If the user navigates to a resource that is marked as white-listed, the authorization headers propagated to an upstream-url server, just like they do on protected resources.

[p53]

Hi thank you for opening issue! Hmm a little bit contradictory requirements, you would like to not authenticate as you are setting white listed resource on the other hand you would like to decrypt token that means you assume bounding of token to gatekeeper but other people might not want to do that. Not sure about allow anonymous attribute as far as I remember there was not such flag but yeah i don't know all deep history of louketo but sounds to me like an alternative to white-listed not additional flag.

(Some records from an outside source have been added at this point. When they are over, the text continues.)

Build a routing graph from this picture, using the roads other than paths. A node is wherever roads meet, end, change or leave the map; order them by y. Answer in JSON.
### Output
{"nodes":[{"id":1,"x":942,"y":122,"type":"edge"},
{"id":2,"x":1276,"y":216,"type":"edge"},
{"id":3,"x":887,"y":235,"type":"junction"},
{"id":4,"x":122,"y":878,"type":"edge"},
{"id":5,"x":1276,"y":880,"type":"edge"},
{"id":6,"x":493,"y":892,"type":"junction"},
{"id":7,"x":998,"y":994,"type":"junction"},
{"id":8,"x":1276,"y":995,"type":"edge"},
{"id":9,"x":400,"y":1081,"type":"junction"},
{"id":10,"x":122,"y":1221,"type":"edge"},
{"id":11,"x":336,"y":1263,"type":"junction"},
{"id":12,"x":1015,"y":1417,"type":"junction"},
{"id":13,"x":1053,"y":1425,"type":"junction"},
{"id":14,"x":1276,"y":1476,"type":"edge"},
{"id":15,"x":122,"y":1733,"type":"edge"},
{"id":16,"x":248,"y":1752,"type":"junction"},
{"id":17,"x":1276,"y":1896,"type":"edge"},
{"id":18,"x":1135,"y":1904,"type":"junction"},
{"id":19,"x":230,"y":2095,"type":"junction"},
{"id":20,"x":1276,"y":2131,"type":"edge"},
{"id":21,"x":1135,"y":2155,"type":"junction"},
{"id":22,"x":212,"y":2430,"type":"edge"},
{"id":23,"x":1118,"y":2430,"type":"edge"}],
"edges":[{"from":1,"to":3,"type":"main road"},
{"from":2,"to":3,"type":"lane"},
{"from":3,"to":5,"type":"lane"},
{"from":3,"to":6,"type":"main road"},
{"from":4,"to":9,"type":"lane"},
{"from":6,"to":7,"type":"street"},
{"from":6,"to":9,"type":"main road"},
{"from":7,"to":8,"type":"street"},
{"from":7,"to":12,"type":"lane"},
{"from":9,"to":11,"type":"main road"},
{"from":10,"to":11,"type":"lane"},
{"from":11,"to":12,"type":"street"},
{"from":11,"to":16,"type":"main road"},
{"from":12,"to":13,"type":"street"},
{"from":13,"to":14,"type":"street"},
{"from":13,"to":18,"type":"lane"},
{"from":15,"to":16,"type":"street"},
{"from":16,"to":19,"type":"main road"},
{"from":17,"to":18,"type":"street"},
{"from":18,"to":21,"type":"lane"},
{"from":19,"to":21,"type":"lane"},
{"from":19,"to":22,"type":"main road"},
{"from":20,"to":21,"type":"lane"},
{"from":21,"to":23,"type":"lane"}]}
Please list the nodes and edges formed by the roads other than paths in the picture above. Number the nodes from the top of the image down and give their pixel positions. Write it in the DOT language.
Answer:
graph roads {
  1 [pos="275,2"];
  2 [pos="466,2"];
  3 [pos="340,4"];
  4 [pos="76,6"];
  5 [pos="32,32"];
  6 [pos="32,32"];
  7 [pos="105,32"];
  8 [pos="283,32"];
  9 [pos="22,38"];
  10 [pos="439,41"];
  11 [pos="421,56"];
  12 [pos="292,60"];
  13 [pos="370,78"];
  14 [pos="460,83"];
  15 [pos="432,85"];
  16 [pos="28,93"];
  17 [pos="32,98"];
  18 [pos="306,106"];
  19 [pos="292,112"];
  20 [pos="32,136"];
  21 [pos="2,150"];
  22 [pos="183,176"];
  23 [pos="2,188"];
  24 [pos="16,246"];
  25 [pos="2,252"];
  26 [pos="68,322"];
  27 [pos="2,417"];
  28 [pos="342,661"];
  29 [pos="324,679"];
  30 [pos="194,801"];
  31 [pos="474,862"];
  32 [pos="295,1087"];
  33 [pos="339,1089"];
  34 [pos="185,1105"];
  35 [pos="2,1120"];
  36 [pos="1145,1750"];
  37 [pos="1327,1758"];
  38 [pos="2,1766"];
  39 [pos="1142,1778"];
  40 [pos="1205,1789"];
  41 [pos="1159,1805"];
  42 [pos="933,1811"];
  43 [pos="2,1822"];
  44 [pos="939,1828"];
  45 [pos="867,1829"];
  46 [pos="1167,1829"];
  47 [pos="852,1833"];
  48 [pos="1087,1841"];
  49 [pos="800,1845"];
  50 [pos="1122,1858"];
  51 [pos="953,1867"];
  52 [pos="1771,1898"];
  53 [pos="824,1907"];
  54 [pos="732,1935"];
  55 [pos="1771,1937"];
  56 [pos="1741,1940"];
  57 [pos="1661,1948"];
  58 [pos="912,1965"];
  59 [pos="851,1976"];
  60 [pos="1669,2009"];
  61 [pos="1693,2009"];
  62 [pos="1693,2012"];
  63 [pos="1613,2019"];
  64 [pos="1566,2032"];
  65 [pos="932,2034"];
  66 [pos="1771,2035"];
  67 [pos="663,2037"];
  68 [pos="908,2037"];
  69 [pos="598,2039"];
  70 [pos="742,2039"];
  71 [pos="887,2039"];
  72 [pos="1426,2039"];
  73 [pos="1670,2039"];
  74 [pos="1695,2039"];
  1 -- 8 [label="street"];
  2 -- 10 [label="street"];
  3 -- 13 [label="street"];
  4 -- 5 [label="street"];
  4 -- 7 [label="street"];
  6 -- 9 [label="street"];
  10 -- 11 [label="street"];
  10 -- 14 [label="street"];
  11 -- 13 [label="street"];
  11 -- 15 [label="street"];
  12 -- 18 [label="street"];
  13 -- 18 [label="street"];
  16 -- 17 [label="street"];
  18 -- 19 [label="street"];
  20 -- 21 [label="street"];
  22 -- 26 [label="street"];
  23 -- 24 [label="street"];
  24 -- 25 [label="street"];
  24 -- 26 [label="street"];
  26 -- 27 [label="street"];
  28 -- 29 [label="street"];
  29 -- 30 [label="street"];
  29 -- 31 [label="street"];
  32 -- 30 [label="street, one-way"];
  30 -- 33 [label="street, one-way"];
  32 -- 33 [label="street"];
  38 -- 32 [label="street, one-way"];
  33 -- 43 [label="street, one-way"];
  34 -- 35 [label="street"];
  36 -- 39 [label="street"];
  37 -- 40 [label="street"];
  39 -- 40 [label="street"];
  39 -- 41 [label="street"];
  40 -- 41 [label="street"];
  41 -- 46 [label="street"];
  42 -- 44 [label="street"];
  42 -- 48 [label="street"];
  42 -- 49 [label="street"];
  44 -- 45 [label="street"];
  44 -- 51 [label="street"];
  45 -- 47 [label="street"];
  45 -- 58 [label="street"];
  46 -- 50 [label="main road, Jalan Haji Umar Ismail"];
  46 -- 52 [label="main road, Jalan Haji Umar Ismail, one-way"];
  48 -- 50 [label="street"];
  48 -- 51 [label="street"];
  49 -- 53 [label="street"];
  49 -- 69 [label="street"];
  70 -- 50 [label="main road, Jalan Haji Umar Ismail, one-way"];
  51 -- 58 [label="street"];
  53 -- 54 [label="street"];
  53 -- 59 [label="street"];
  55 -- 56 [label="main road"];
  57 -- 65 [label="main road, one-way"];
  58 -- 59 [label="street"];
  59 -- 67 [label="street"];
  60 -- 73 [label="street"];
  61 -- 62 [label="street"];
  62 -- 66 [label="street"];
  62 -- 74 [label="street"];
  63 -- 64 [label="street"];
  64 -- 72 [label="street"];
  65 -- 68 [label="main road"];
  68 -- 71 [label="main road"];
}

Anyway in old versions of louketo there were also bugs and bad design decisions so I need to think about this of how to implement it in clean way.

[ikhomutov]

yes, looks like you're right and there were no such flag. probably we used a patched version of ggk in my previous project and added this flag manually for this exact case.
still, I think this would be a very useful flag that allows to specify resources where you not force user to be authenticated, but if they are - you want to know this as it will change the appearance of the website.

[p53]

@ikhomutov i was thinking about this, actually you are already doing some kind of authentication as you must use password to encrypt token on client side, can you explain a little bit more your setup, you have client which sends encrypted token for both read-only and write users, you want gatekeeper to decrypt it (in case of write user to do also other checks) in both cases and then backend decides if user should have read-only or write access, right? wouldn't be proper design to authenticate both users but they would have different groups? why you don't want to authenticate read-only user?